Thursday, December 22, 2022

Army Plaintiffs Receive Relief From Shot Mandate

SAN ANGELO, TX – Texas District Court Judge James Wesley Hendrix granted a preliminary injunction for six Army soldiers and four Army West Point cadets who were denied their religious accommodations from the COVID-19 shot mandate.

The U.S. Army is now prohibited from taking any disciplinary, punitive or separation measures against any of these service members.

The plaintiffs filed the lawsuit in October 2022 stating that the Army violated the Religious Freedom Restoration Act of 1993 (RFRA) and the First Amendment by denying their religious accommodation requests from its mandatory COVID-19 shot mandate, while simultaneously granting medical and administrative exemptions. Each plaintiff had requested an exemption to the Army’s shot mandate due to their sincerely held religious beliefs that oppose the COVID injections that are all associated with aborted fetal cell lines.
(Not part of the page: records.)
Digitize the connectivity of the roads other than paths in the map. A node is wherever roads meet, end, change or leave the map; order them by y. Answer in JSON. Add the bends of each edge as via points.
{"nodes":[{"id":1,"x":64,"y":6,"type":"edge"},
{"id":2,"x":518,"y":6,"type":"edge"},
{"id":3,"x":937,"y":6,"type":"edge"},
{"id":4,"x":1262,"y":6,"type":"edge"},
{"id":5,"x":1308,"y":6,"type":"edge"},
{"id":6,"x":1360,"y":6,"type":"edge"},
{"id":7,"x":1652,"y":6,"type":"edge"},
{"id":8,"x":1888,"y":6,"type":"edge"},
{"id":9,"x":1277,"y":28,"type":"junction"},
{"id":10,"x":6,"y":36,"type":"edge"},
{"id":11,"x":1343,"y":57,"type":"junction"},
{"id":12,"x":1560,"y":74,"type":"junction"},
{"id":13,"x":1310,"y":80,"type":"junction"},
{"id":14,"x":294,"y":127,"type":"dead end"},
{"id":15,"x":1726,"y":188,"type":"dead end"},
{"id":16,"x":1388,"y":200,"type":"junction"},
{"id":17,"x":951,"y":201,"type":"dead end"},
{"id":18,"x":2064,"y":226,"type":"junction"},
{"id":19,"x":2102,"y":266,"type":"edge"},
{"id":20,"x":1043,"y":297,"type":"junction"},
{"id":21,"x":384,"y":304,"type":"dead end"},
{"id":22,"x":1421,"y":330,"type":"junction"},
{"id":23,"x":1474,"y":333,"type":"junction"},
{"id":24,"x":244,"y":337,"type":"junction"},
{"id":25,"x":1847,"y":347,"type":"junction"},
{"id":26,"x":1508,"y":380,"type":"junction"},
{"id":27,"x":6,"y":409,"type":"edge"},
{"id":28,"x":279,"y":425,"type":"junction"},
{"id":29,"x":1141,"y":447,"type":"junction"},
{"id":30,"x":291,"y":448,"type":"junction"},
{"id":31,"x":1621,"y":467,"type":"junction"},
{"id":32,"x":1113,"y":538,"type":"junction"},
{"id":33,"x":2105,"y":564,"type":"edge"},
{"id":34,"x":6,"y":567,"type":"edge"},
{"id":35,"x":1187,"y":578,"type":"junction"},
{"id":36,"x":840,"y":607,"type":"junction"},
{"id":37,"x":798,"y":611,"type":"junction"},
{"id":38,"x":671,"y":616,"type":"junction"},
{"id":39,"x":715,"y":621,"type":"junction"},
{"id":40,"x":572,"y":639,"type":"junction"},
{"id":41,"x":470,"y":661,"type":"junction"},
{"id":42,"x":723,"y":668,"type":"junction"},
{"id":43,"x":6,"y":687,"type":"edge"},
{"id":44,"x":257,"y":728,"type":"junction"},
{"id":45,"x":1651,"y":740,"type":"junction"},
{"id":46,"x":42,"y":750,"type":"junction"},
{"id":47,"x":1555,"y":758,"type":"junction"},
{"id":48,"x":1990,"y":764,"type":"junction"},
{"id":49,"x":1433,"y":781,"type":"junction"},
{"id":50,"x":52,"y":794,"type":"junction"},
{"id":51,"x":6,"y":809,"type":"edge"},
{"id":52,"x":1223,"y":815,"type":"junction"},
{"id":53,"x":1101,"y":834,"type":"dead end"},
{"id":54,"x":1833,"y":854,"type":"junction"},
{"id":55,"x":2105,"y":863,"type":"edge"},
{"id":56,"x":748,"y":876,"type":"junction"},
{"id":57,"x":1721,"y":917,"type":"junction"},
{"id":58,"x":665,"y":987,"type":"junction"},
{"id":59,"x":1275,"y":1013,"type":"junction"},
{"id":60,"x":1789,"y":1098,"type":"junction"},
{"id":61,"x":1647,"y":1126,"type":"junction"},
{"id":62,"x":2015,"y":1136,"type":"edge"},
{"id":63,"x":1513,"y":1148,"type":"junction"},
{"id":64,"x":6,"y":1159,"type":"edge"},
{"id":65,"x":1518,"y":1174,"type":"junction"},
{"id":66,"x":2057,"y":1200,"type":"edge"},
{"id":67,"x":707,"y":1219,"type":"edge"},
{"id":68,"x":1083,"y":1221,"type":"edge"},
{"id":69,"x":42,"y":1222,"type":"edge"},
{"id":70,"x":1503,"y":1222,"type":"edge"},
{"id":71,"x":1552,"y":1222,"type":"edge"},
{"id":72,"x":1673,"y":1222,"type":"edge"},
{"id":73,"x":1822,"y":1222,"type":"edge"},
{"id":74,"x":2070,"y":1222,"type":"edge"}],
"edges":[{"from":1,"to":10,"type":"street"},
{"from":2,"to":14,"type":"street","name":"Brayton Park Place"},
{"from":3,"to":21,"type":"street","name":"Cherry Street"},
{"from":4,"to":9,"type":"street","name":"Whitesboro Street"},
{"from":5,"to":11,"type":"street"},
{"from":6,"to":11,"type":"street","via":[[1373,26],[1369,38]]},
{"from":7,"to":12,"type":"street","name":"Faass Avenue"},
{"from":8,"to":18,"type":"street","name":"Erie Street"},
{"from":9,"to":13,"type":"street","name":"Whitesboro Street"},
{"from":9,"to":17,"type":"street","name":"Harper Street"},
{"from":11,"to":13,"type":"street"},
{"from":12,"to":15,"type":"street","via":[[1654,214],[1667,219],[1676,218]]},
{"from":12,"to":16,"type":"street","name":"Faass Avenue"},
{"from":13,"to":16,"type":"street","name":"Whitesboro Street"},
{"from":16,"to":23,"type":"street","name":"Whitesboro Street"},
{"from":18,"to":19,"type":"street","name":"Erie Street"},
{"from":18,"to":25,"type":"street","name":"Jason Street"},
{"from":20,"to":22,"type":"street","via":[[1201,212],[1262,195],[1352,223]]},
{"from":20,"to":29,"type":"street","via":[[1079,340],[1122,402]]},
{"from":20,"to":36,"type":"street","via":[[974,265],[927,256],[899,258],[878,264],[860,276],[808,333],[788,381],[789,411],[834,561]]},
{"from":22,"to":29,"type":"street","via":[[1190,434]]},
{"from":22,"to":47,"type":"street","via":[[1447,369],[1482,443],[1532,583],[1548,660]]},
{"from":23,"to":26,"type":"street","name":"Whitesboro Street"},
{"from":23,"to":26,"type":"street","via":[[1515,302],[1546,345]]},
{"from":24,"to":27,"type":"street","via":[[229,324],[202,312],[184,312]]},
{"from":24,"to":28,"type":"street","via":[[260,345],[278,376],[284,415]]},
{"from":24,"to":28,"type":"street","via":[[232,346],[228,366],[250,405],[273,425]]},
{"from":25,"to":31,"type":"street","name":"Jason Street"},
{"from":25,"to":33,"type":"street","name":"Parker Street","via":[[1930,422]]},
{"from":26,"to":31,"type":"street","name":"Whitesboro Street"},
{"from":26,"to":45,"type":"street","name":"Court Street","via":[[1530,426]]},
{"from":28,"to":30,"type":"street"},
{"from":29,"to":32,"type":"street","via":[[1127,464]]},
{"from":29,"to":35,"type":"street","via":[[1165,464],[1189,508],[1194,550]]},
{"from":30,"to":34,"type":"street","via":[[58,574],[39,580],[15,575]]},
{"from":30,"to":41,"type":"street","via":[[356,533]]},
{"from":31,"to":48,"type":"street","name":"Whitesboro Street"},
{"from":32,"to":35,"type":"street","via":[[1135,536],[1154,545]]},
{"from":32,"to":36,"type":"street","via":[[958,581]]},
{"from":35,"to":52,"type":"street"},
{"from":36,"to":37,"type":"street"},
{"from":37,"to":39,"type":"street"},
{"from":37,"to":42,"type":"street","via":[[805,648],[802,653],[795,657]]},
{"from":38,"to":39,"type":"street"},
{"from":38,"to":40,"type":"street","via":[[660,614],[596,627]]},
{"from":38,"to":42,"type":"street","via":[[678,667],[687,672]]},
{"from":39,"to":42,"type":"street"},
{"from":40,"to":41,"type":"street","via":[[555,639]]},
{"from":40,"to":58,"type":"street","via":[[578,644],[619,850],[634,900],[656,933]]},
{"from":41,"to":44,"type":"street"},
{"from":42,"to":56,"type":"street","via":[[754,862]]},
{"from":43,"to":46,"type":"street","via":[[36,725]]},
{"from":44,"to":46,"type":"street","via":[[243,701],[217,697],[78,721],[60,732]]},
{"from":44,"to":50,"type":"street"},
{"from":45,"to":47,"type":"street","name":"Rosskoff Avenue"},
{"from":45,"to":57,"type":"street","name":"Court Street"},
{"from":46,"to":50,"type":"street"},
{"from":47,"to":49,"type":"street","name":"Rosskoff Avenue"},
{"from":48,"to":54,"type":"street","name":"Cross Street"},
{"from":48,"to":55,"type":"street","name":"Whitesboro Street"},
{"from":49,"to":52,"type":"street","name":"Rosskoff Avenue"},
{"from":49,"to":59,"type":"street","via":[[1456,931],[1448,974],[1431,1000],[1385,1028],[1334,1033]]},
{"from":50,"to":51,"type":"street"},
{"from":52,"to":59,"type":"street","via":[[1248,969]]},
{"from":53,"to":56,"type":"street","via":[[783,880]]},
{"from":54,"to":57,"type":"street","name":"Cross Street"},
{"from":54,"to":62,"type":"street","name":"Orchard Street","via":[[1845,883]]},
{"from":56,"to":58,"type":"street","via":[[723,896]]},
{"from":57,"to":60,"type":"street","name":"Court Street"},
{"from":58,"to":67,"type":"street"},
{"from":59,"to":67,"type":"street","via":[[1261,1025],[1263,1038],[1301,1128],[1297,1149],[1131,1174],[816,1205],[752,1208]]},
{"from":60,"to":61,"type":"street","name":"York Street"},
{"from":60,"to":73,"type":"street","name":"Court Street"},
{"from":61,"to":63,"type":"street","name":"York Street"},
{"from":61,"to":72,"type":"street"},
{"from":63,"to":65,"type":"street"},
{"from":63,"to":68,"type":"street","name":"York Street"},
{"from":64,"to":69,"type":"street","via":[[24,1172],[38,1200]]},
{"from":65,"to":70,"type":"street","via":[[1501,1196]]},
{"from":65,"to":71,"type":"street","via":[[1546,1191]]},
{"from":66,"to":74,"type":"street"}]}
Judge Hendrix referenced President George Washington in his order when he wrote, “Our first commander in chief cautioned that ‘[w]hile we are Contending for our own Liberty, we should be very cautious of violating the Rights of Conscience in others.’ Letter from George Washington to Colonel Benedict Arnold (Sept. 14, 1775), in THE PAPERS OF GEORGE WASHINGTON, 1 REVOLUTIONARY WAR SERIES 455–56 (1985). And since the Revolutionary War, religion has played a key role in our country’s military. ‘When the Continental Army was formed[,] those chaplains attached to the militia of the 13 colonies became part of our country’s first national army.’ Congress specifically authorized and required chaplains to be part of the Army. ‘The great majority of the soldiers in the Army express religious preferences,’ and ‘its members experience increased needs for religion as the result of being uprooted from their home environments, transported often thousands of miles to territories entirely strange to them, and confronted there with new stresses that would not otherwise have been encountered if they had remained at home.’ Our Constitution ‘obligates Congress, upon creating an Army, to make religion available to soldiers’ because the Army must not ‘deprive the soldier of his right under the Establishment Clause not to have religion inhibited and of his right under the Free Exercise Clause to practice his freely chosen religion.’”

“The Army does not dispute this history or its ongoing obligation to accommodate its soldiers’ religious freedom, including compliance with RFRA. But it has failed to prove that its ongoing imposition of the COVID-19 vaccine mandate, which indisputably burdens some soldiers’ sincerely held religious beliefs, serves a compelling interest through the least restrictive means available. As a result, the Army must retreat from imposing its mandate in this particular field and permit religious exemptions to these Plaintiffs,” the court wrote.